The PRC, which has authority from Congress to set out the levels of possible rate increases, took its action after petitions from numerous mailing organizations, including NNA to rein in aggressive price increases. NNA’s leadership has met with PRC numerous times to lay out the details of damaging postage pricing and declining service.
The Commission’s order on Jan. 13 expressed its dismay that USPS had so aggressively “exhausted” the limits of postage increase authority provided in 2022 after the PRC changed the boundaries previously set by inflation-based price caps in 2006.
The new order, however, did not trim the Postal Service’s ability to enact sizeable postage increases.
NNA Postal Committee Chair Matt Paxton, publisher of The News-Gazette in Lexington, Virginia, said that not having to adjust postage rates in July and January each year, as USPS has required recently, would help publishers avoid some disruption.
“Unfortunately,” Paxton said, “the PRC has not pulled back the amounts USPS can seek from its financially-strapped mailers. Instead of two smaller increases and all of the cost and disruption entailed there, USPS now can do one large increase a year. This may seem like jumping out of the fire into the frying pan. But I think the fact that the PRC is listening to us is an encouraging sign.”
The PRC also limited USPS’s ability to pass along pricing discounts for worksharing — like presorting mail or dropping it at local facilities — that are out of sync with the amount of money actually saved by the system. NNA has pointed out that its mail does not get full credit for all of the work-sharing publishers are doing in today’s environment.

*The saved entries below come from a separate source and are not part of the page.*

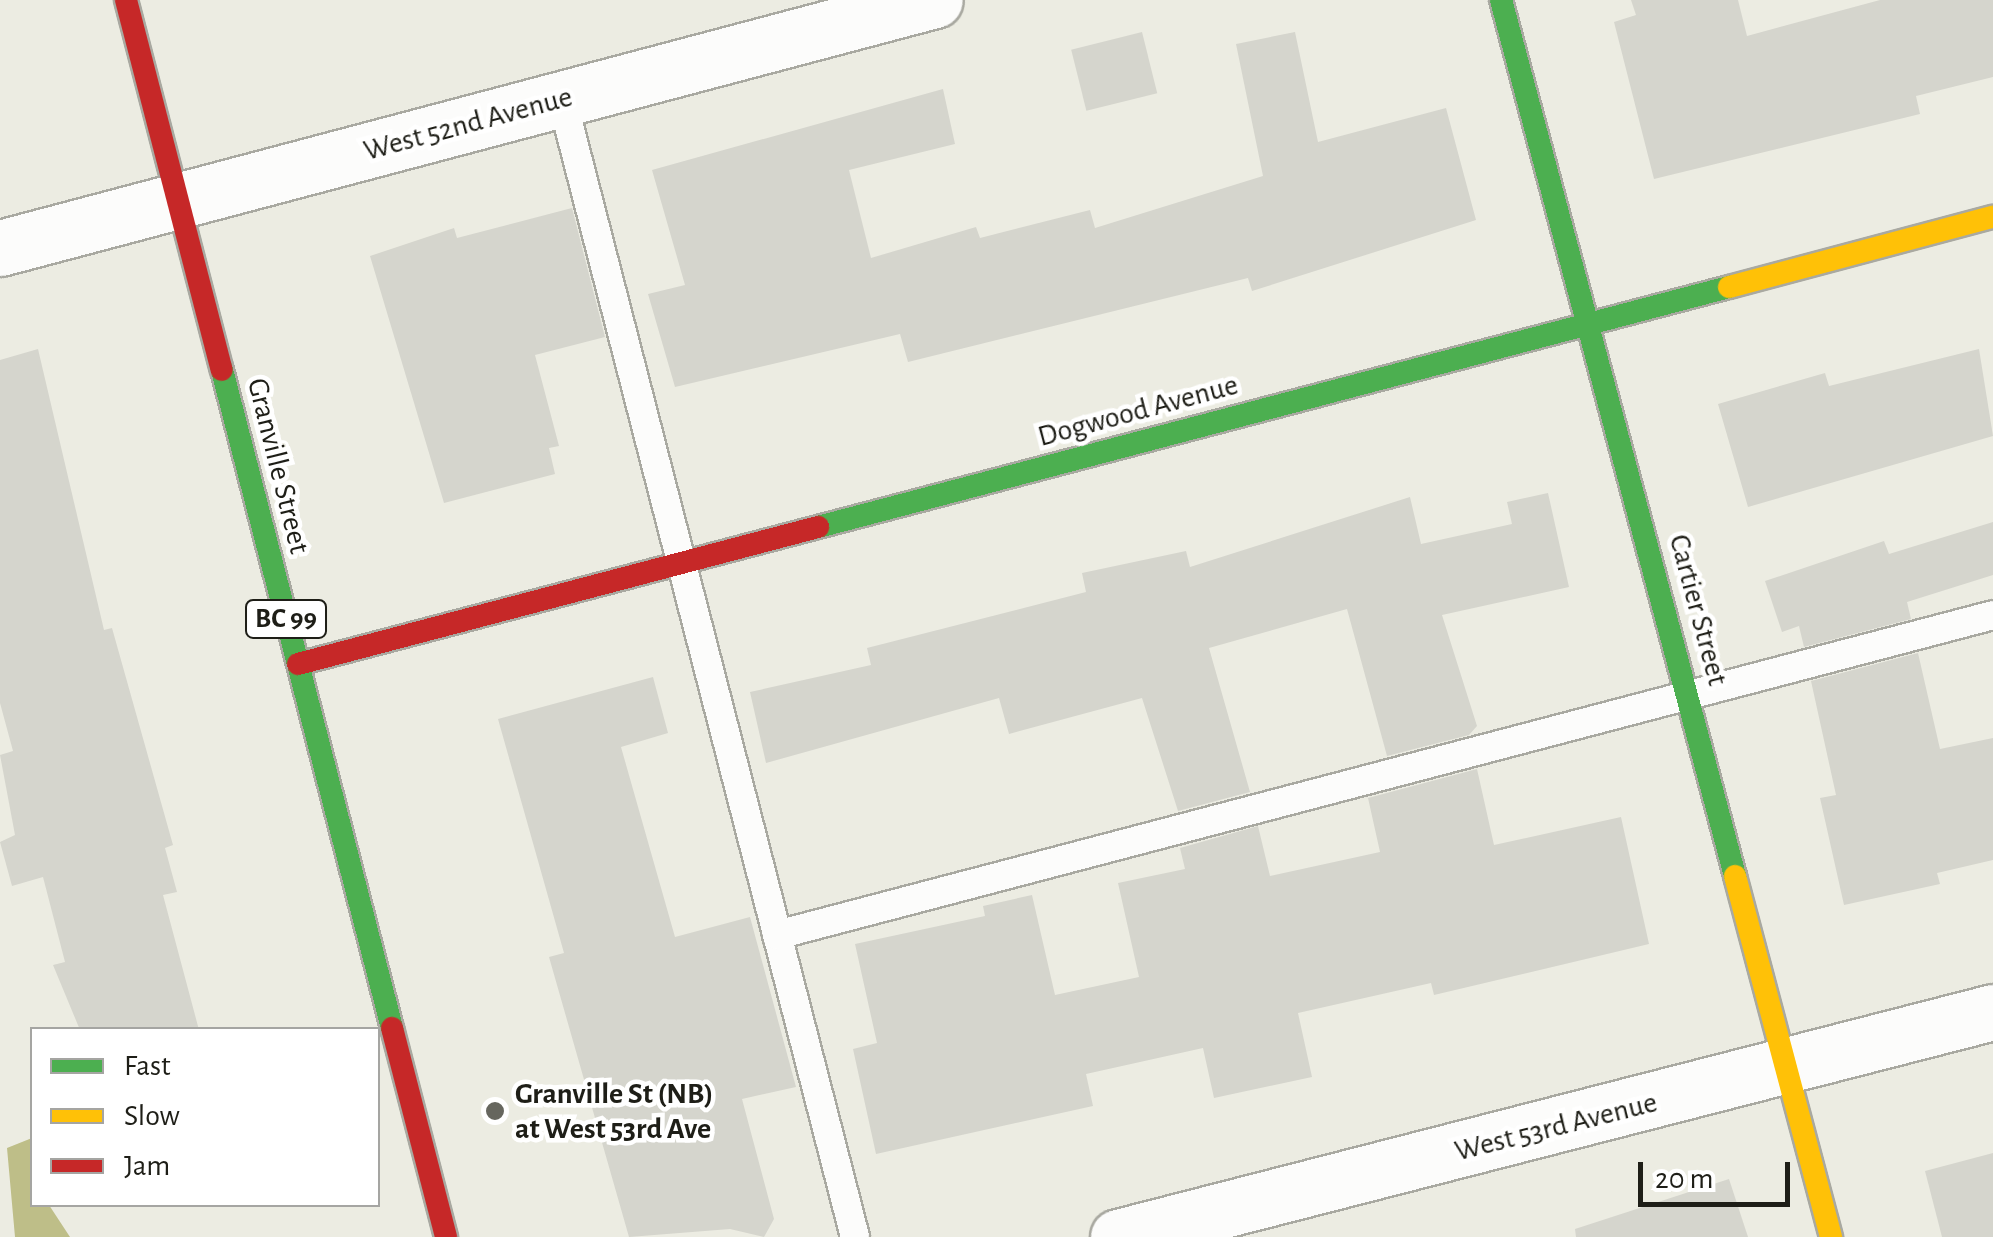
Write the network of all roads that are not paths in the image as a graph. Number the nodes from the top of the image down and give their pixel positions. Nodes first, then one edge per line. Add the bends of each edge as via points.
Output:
1 (126, 0) edge
2 (936, 0) edge
3 (1501, 0) edge
4 (861, 10) edge
5 (562, 99) junction
6 (178, 200) junction
7 (1993, 217) edge
8 (0, 248) edge
9 (1587, 324) junction
10 (681, 562) junction
11 (1993, 615) edge
12 (298, 664) junction
13 (1690, 696) junction
14 (777, 935) junction
15 (1993, 1012) edge
16 (1786, 1068) junction
17 (446, 1237) edge
18 (856, 1237) edge
19 (1118, 1237) edge
20 (1830, 1237) edge

1 - 6 main road, Granville Street / BC 99
2 - 4 street, West 52nd Avenue
3 - 9 main road, Cartier Street
4 - 5 street, West 52nd Avenue
5 - 6 street, West 52nd Avenue
5 - 10 lane
6 - 8 street, West 52nd Avenue
6 - 12 main road, Granville Street / BC 99
7 - 9 main road, Dogwood Avenue
9 - 10 main road, Dogwood Avenue
9 - 13 main road, Cartier Street
10 - 12 main road, Dogwood Avenue
10 - 14 lane
11 - 13 lane
12 - 17 main road, Granville Street / BC 99
13 - 14 lane
13 - 16 main road, Cartier Street
14 - 18 lane
15 - 16 street, West 53rd Avenue
16 - 19 street, West 53rd Avenue
16 - 20 main road, Cartier Street

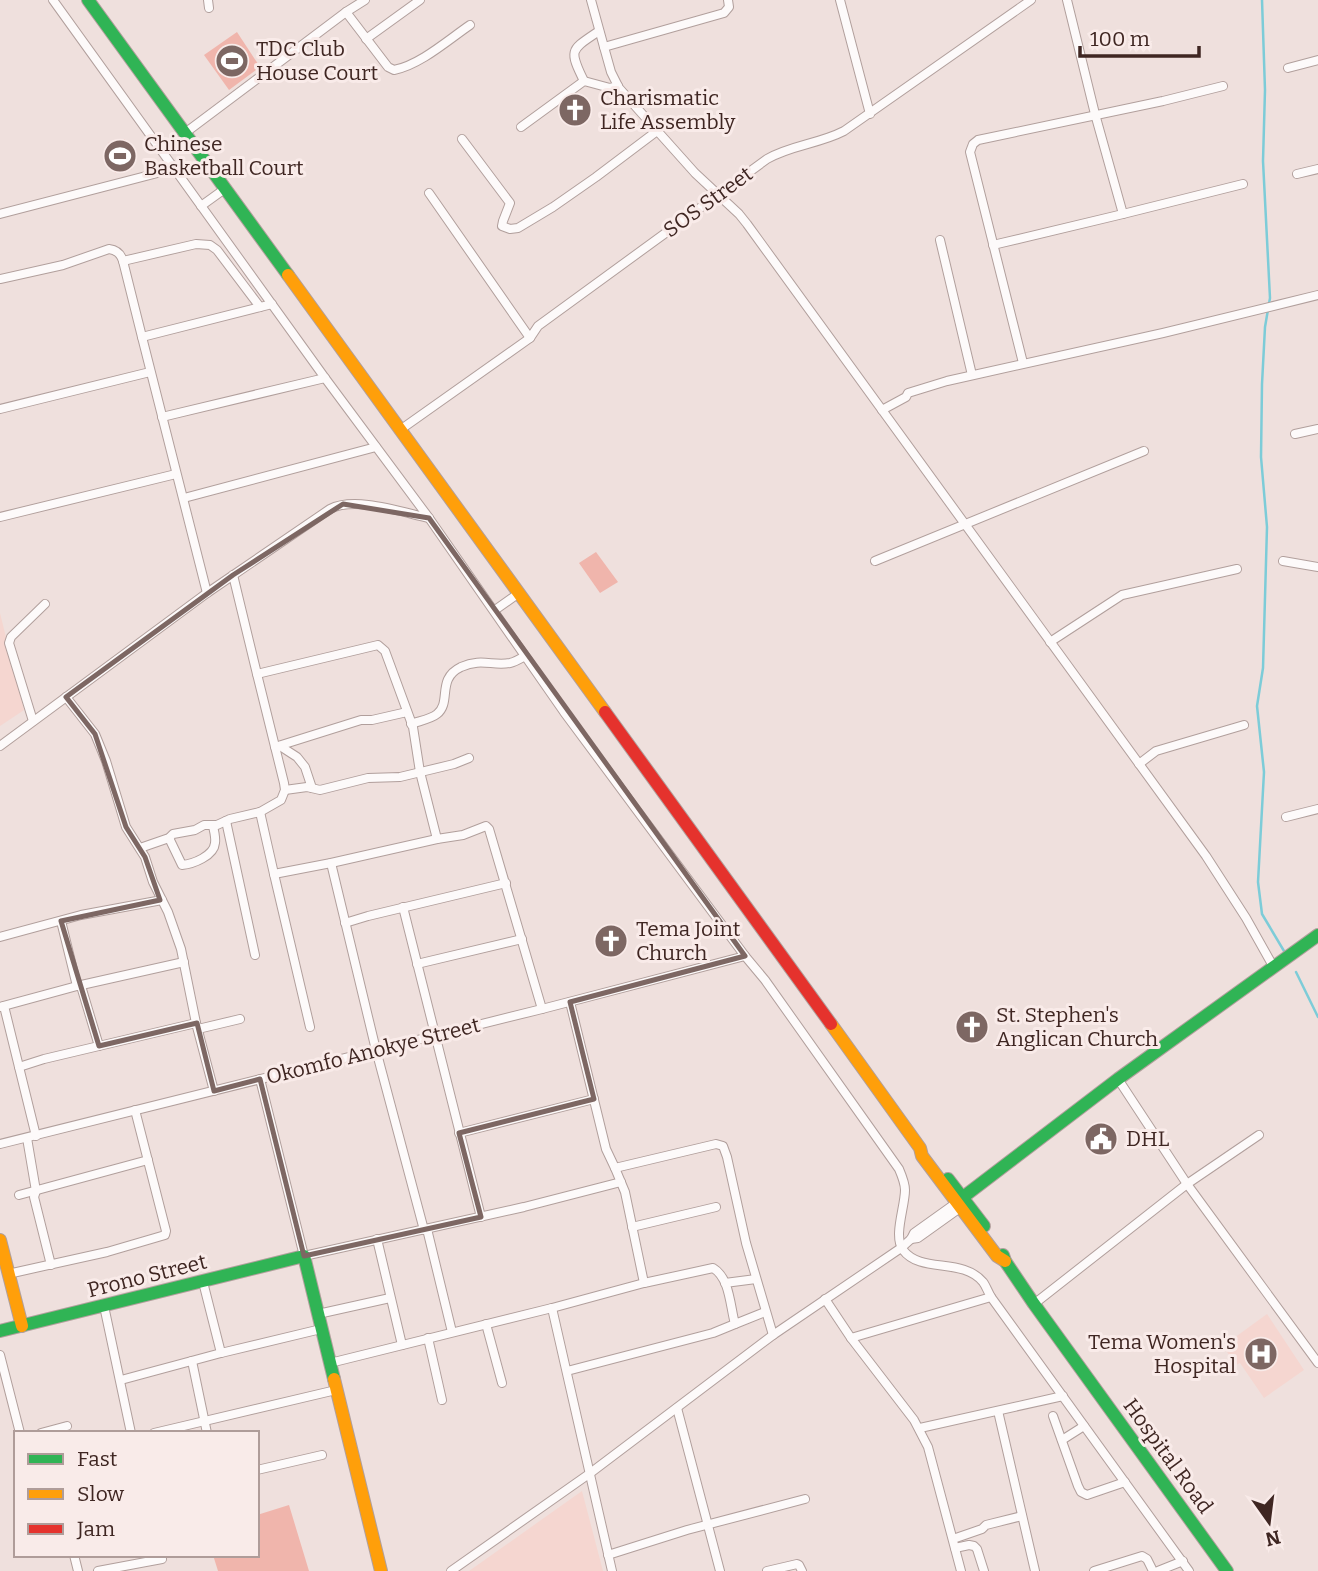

“I am gratified that our postal team has scored a victory, “NNA Chair Martha Diaz Aszkenazy, publisher, The San Fernando (California) Valley Sun, said. “We invest a lot of our members’ investments into trying to get fair treatment in the mail. In fact, our delegation was in Washington on the day of this decision working with USPS on improving mail service. The entire postal system is threatened with the financial losses we see today. Finding ways to encourage businesses to bring more mail to USPS rather than driving them away with gargantuan price hikes is a good way to begin. We applaud the PRC’s work and pledge that NNA will continue to push for improvements.”